【F1】ついに走り出したマクラーレン・ホンダ。開発は加速する

  • 米家峰起●取材・文 text by Yoneya Mineoki

 11月14日、マクラーレン・ホンダのマシンがゆっくりとシルバーストン・サーキットを走った。2015年のF1復帰に向けて開発が進められているホンダのF1用パワーユニットが、初めてサーキットを走行した瞬間だった。

初めてサーキットを走行したマラーレン・ホンダのマシン (c)Honda初めてサーキットを走行したマラーレン・ホンダのマシン (c)Honda もちろんこれはプロモーション撮影用の日程を利用したテストで、あくまでシステムの確認を行なうための走行であり、パワーユニットの性能やラップタイムを計測するようなものではない。ホンダの新井康久総責任者はこう語る。

「テストをするなんて言うと、みなさんものすごく期待するでしょう?(苦笑) でもテストというよりも基本的なシステムチェックをしたいというだけで、走って『ああ、エンジンがかかった、よかったね』というくらいのことなんです」

「MP4-29H/1X1」と命名されたそのテスト車両は、イギリス・ウォーキングにあるマクラーレン・テクノロジー・センターで開発が進められてきたものだ。

 外観は「MP4-29」とまったく同じで、リアカウルにホンダのロゴが加えられているだけ。しかしその内部にはホンダのパワーユニットが搭載され、現行型とはまったく異なるものになっている。本来は、メルセデスAMGのパワーユニットが搭載されていた今季型のモノコックにホンダのパワーユニットをマウントし、補器類やハーネス(配線類)をカウルの中に収まるようレイアウトしたもので、このシステムチェック走行のためだけに開発された。

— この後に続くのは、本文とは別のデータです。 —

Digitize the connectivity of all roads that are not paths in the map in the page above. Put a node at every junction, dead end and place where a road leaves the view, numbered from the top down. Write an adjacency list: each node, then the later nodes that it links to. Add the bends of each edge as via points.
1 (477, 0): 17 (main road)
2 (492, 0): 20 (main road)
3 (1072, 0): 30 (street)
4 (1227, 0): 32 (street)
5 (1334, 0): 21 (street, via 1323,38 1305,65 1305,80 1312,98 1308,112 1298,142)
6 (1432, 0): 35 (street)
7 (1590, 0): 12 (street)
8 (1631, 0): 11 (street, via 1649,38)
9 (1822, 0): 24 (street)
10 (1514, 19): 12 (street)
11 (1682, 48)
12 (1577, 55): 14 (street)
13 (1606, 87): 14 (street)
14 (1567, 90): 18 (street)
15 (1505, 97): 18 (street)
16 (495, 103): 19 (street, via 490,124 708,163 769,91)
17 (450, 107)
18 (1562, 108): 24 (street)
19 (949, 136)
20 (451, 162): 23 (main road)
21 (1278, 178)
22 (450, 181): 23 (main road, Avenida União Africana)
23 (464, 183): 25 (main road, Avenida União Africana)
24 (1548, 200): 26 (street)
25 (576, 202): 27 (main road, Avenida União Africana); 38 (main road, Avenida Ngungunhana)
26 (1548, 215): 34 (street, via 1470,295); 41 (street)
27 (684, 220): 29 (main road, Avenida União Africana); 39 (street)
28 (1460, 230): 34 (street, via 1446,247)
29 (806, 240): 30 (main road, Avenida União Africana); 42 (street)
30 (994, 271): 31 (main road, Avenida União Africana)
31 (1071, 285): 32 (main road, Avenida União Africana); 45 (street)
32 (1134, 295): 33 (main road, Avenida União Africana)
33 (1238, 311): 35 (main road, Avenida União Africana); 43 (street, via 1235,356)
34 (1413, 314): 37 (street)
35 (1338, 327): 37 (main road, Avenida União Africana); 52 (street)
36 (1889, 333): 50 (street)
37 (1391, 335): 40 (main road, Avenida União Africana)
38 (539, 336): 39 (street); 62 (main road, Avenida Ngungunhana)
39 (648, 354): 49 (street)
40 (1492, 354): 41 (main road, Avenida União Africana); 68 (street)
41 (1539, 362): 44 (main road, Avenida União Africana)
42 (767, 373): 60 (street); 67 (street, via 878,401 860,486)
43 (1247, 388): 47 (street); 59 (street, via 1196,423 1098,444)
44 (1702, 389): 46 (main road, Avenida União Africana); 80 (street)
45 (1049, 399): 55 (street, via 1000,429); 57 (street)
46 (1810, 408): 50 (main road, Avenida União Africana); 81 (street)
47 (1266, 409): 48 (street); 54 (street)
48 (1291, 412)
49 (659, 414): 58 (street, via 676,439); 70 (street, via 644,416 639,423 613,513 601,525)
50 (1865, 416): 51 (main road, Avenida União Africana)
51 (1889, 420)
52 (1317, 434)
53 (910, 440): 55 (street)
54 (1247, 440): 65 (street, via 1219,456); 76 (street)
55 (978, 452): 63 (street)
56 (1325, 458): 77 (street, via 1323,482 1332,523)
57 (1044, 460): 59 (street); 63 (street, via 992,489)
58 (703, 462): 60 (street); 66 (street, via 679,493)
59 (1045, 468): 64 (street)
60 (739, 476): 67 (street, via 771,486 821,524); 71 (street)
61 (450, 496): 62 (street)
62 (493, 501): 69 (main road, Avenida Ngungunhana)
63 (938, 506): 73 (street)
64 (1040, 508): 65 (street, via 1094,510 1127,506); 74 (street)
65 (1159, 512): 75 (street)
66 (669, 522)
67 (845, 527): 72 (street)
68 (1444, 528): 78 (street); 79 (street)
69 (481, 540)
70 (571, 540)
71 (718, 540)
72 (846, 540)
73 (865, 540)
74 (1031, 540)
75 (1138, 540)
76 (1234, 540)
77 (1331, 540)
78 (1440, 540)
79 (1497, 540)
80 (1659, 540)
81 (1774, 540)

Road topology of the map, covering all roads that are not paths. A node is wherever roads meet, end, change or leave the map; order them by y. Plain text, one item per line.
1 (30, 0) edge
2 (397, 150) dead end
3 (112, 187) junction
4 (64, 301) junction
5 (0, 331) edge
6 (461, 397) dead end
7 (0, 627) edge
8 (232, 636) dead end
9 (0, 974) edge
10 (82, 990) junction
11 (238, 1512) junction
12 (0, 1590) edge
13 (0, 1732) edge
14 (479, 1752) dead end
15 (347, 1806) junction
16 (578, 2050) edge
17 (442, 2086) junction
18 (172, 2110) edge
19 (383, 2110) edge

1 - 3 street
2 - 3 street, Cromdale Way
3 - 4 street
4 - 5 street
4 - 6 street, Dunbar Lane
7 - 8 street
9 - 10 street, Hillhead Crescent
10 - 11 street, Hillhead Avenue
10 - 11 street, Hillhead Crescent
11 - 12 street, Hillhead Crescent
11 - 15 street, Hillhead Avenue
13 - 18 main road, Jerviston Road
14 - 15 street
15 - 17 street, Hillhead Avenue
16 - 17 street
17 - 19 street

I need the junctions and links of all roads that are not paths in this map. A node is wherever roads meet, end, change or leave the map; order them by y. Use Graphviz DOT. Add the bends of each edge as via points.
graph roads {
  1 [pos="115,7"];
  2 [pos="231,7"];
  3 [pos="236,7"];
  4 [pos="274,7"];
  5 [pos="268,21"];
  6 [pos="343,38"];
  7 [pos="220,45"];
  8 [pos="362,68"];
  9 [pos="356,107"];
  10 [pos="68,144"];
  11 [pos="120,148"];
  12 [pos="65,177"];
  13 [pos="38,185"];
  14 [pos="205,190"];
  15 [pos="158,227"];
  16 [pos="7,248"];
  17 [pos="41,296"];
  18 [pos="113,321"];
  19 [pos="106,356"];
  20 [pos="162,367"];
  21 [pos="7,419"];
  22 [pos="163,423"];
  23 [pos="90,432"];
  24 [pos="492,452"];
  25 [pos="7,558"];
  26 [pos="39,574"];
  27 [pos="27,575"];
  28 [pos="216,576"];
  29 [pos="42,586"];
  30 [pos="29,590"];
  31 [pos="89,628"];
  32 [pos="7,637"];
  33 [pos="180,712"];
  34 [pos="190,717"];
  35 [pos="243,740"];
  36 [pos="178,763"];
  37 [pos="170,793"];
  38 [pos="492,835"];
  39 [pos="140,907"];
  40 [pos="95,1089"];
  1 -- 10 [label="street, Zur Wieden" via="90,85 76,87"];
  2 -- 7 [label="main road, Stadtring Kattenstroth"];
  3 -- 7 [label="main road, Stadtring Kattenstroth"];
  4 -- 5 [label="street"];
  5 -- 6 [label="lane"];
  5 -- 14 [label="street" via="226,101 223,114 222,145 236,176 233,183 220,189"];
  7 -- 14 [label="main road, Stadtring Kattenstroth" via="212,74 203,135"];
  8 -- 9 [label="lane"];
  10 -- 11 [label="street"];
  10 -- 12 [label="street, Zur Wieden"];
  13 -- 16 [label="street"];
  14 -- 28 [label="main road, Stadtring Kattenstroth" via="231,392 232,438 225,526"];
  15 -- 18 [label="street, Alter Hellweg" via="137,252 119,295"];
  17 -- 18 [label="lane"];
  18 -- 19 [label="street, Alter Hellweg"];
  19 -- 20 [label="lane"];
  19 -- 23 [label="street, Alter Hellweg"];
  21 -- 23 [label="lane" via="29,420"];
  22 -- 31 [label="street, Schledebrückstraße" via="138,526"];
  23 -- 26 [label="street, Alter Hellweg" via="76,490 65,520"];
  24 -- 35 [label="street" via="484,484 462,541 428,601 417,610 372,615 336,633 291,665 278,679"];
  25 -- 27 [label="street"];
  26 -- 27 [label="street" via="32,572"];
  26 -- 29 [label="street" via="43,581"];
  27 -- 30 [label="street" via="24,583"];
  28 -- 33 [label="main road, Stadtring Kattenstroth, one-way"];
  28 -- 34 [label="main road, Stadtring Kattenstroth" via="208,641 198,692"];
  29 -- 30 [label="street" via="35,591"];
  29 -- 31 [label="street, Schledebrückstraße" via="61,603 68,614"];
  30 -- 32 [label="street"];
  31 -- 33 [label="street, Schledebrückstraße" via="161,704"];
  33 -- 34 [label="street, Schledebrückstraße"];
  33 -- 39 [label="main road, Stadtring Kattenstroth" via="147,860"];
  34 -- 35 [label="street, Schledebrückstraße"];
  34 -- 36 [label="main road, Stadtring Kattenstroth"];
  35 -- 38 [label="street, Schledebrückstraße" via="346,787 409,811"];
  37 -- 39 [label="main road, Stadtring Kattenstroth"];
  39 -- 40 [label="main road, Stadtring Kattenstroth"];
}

「メルセデスAMGと我々のパワーユニットでは、補器類のレイアウトがまったく違いますから、結構大変です。設計というか、改造ですよね。別にキチッとしたクルマを作るわけではないですから」

 2週間前の時点で、新井が「パワーユニットをウォーキングに送ってもいいかどうか」と騙っていたことから考えると、MP4-29H/1X1の開発は急ピッチで進められたことが分かる。今週末のアブダビGP後の公式合同テストへの参加を目指して、日本GP直前にこの計画が始まり、約1カ月半で仕上げなければならなかったのだ。